USA

State mediators said Thursday that the leaders of New York's striking transit workers had agreed to direct their members to return to work while both union and city authorities resume negotiations on a contract. Some 34,000 bus and subway workers walked off the job Tuesday after contract talks broke down over pay, healthcare, and pensions. City officials said it could take 12 to 24 hours for full service to resume on the subway and bus system that normally carries 7 million passengers a day. State law prohibits public-sector employees from striking, and a court is fining the union $1 million a day for the duration of the strike. For their part, the strikers face the loss of two days' pay for each day they remain idle.
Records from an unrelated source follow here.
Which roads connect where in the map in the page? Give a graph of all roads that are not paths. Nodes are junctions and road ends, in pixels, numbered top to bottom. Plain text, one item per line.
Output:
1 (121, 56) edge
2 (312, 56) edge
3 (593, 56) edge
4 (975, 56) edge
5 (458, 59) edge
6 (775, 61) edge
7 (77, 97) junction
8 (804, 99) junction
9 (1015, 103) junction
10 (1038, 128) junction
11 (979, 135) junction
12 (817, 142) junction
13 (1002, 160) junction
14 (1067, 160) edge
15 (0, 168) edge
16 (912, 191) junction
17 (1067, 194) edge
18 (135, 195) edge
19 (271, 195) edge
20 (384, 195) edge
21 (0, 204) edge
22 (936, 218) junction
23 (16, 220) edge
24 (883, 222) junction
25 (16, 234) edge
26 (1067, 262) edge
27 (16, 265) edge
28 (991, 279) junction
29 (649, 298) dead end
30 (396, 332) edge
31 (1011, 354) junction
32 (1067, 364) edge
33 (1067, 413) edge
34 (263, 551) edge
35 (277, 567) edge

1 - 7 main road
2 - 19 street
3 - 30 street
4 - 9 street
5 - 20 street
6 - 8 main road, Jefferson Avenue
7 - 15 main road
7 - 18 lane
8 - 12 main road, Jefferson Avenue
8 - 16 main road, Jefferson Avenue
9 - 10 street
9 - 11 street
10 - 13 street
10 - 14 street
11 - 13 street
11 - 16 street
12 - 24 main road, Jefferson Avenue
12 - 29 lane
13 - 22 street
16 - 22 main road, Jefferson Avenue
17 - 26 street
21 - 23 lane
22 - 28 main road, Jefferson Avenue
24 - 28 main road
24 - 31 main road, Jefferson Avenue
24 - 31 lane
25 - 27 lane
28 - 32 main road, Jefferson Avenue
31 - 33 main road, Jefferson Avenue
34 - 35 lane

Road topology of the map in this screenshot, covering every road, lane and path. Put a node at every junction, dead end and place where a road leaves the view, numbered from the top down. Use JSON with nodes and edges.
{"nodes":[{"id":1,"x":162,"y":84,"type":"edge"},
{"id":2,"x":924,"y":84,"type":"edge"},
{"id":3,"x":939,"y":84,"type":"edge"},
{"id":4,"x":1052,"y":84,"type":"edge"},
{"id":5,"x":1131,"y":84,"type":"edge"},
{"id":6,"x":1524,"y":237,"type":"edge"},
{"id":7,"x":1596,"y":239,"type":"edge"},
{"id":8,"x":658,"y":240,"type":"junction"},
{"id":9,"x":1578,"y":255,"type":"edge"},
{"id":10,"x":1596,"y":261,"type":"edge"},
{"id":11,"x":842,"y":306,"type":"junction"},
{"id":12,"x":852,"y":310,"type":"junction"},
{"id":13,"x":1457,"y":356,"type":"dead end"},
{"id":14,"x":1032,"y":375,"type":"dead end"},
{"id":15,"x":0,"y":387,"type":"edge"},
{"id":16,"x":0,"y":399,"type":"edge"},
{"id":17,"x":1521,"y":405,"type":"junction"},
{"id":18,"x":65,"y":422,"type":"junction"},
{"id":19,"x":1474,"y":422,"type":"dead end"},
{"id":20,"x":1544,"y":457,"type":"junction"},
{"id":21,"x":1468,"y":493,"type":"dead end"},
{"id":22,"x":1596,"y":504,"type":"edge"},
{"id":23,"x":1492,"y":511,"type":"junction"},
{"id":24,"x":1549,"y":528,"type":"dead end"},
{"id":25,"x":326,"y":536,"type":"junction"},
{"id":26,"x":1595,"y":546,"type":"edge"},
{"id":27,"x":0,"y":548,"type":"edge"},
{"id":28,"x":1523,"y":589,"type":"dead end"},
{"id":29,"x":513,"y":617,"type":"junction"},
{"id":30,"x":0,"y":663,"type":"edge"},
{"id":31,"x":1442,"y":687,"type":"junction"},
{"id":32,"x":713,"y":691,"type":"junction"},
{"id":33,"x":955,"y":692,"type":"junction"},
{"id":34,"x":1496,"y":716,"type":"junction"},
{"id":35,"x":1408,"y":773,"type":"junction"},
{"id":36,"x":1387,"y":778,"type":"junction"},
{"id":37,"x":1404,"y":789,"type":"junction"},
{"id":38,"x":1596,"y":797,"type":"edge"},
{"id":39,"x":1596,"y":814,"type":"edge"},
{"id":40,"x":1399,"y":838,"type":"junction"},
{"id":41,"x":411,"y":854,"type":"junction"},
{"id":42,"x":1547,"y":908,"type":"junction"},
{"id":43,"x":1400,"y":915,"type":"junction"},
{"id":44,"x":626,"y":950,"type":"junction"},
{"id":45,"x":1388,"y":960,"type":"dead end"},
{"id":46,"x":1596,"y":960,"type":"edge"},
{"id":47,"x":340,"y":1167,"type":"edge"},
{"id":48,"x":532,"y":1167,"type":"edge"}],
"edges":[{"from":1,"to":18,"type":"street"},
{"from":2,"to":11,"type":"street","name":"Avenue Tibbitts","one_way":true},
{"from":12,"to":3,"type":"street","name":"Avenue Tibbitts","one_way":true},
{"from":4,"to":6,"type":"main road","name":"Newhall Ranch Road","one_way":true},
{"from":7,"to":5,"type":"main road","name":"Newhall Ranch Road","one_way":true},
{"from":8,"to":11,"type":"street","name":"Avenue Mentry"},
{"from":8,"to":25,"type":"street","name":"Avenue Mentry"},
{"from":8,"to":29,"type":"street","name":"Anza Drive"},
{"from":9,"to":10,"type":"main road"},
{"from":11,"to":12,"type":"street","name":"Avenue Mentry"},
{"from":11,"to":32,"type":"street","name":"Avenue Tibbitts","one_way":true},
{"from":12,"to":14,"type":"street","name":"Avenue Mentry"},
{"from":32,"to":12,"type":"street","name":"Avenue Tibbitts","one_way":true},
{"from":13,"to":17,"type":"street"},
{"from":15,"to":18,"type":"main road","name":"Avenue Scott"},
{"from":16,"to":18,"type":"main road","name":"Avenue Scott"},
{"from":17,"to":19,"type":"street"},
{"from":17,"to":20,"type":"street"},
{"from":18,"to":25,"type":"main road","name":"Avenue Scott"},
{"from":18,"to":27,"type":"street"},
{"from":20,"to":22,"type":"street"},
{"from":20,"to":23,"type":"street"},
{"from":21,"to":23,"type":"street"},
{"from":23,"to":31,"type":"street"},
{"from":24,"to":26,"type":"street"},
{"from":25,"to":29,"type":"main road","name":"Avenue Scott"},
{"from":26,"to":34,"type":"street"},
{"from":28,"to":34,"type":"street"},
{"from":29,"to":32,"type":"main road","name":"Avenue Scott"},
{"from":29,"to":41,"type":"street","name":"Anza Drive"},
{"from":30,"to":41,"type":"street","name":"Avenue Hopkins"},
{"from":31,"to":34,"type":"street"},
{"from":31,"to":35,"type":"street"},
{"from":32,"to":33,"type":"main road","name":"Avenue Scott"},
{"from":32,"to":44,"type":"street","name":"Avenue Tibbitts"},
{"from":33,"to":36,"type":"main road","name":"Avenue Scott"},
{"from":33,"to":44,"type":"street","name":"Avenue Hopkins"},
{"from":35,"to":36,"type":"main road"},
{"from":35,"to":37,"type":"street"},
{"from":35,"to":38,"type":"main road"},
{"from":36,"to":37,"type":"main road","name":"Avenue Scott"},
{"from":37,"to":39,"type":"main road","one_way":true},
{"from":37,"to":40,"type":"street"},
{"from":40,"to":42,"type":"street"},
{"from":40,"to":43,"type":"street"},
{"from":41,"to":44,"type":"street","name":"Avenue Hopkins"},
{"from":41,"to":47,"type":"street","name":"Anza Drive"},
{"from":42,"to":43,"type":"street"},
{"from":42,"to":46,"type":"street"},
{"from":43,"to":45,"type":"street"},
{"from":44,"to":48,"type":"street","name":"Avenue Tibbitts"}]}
In hopes of eventually crafting a consensus bill, the Republican- led Senate voted Wednesday to extend key provisions of the USA Patriot Act, which were to expire at the end of the year, for six months. The action still must be approved by the House.

The investigation of a fatal seaplane crash off Miami Beach earlier this week has turned up a major clue: "fatigue cracks" in the connection between the fuselage and the right wing, which broke away shortly after takeoff, the National Transportation Safety Board announced.

The University of California, operator of the federal government's Los Alamos (N.M.) National Laboratory since it was created in 1943, will continue for at least seven more years, the Energy Department announced Wednesday. The contract was put out to bid for the first time after a string of security lapses.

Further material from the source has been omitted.